▶ [Assignment]
In the copy of these records, include no pictures and change nothing else.

(Stored data)
────────────────
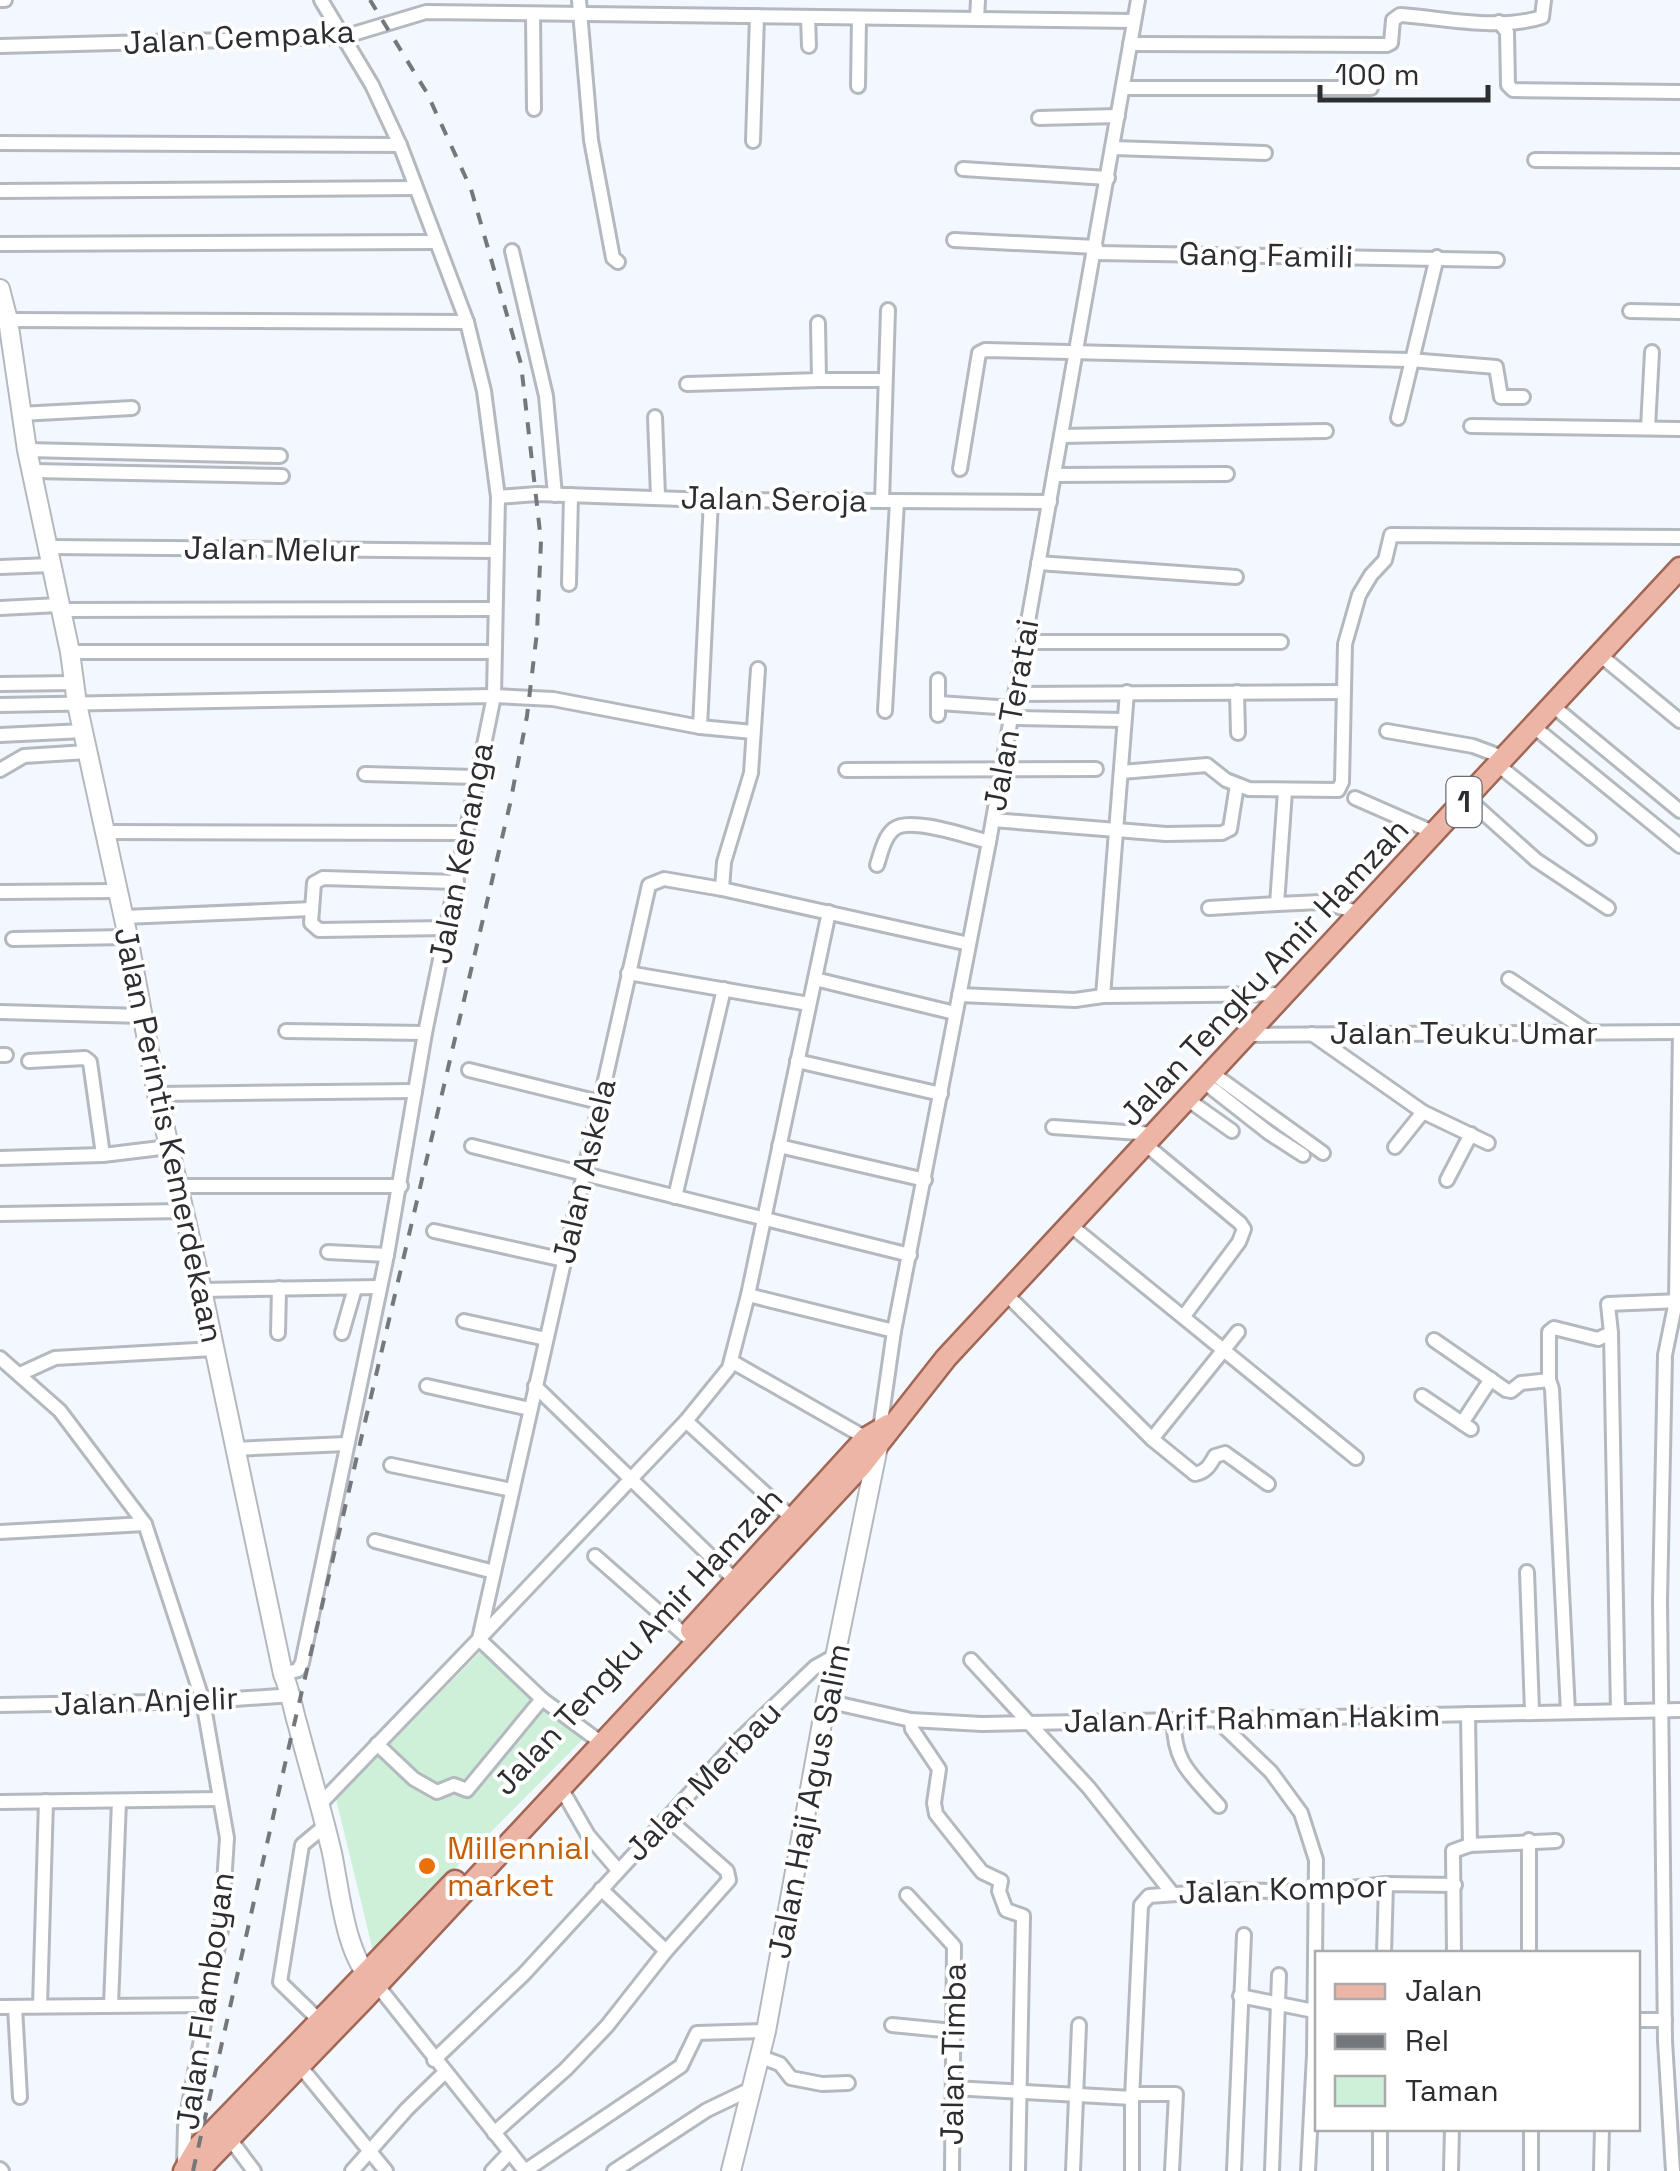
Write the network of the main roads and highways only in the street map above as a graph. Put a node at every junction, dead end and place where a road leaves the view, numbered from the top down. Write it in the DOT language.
graph roads {
  1 [pos="1679,572"];
  2 [pos="880,1433"];
  3 [pos="598,1741"];
  4 [pos="371,1980"];
  5 [pos="206,2166"];
  6 [pos="184,2171"];
  1 -- 2 [label="main road, Jalan Tengku Amir Hamzah / 1"];
  2 -- 3 [label="main road, Jalan Tengku Amir Hamzah / 1"];
  2 -- 3 [label="main road, Jalan Tengku Amir Hamzah / 1"];
  3 -- 4 [label="main road, Jalan Tengku Amir Hamzah / 1"];
  3 -- 4 [label="main road, Jalan Tengku Amir Hamzah / 1"];
  4 -- 5 [label="main road, Jalan Tengku Amir Hamzah / 1"];
  4 -- 6 [label="main road, Jalan Tengku Amir Hamzah / 1"];
}
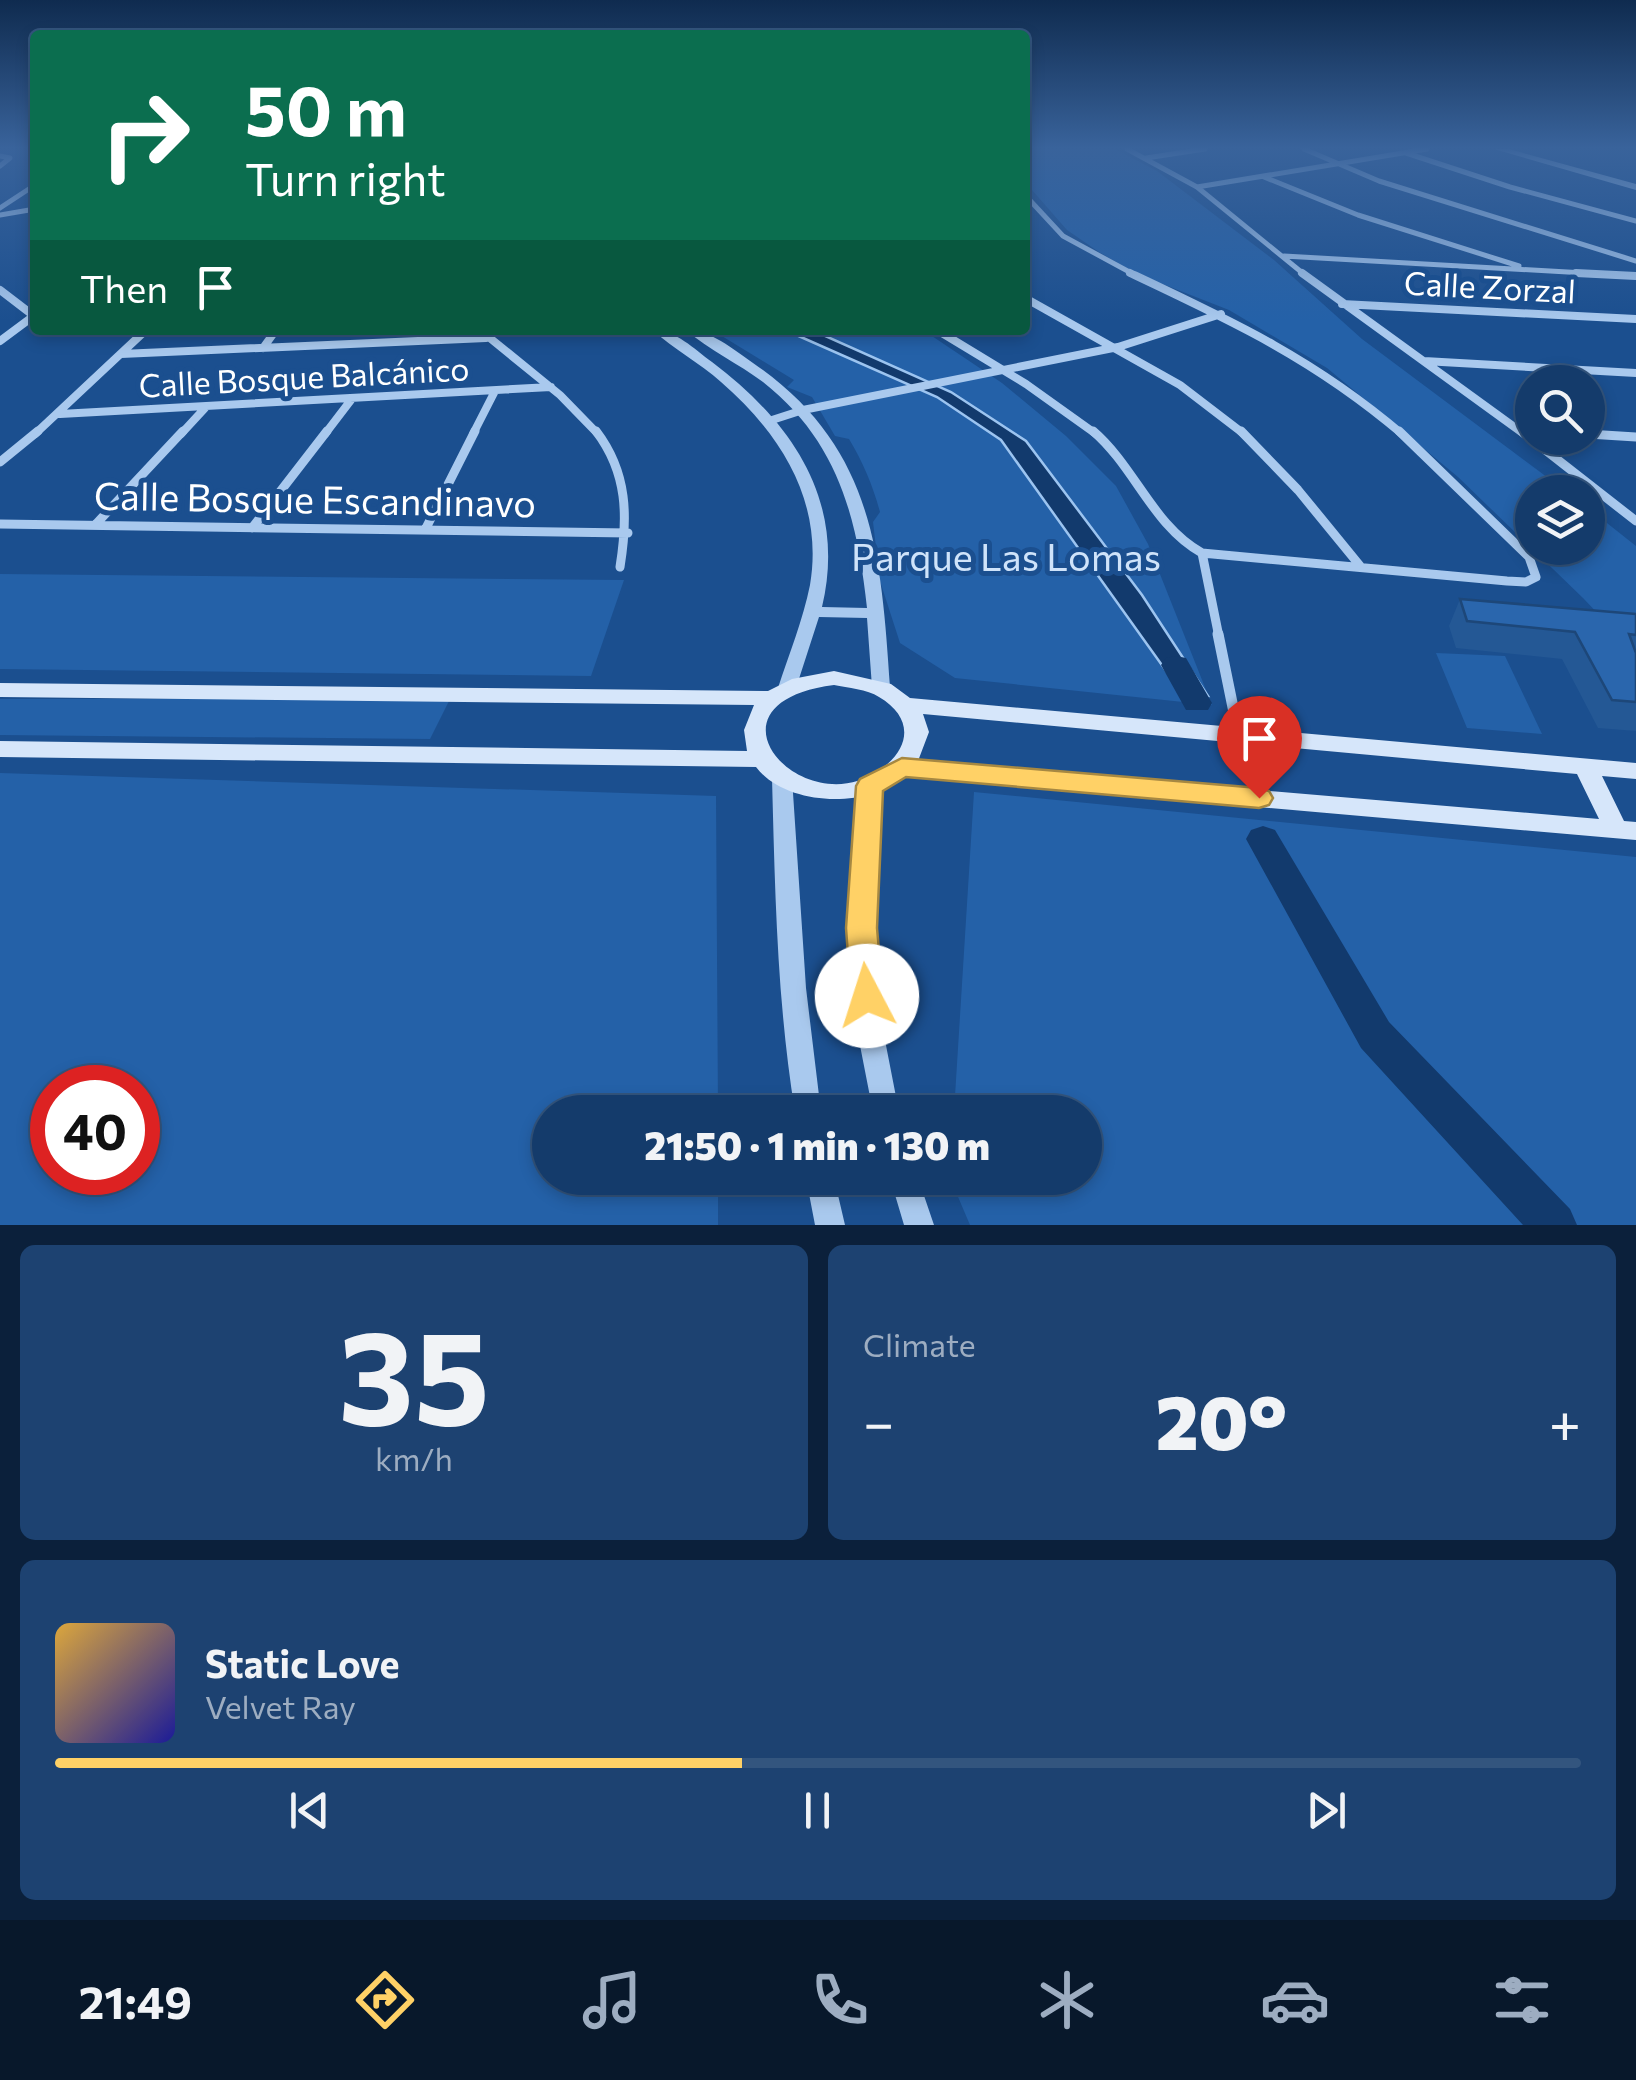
────────────────
▶ [Reply to the exercise]
Write the network of the main roads and highways only in the street map above as a graph. Put a node at every junction, dead end and place where a road leaves the view, numbered from the top down. Write it in the DOT language.
graph roads {
  1 [pos="1679,572"];
  2 [pos="880,1433"];
  3 [pos="598,1741"];
  4 [pos="371,1980"];
  5 [pos="206,2166"];
  6 [pos="184,2171"];
  1 -- 2 [label="main road, Jalan Tengku Amir Hamzah / 1"];
  2 -- 3 [label="main road, Jalan Tengku Amir Hamzah / 1"];
  2 -- 3 [label="main road, Jalan Tengku Amir Hamzah / 1"];
  3 -- 4 [label="main road, Jalan Tengku Amir Hamzah / 1"];
  3 -- 4 [label="main road, Jalan Tengku Amir Hamzah / 1"];
  4 -- 5 [label="main road, Jalan Tengku Amir Hamzah / 1"];
  4 -- 6 [label="main road, Jalan Tengku Amir Hamzah / 1"];
}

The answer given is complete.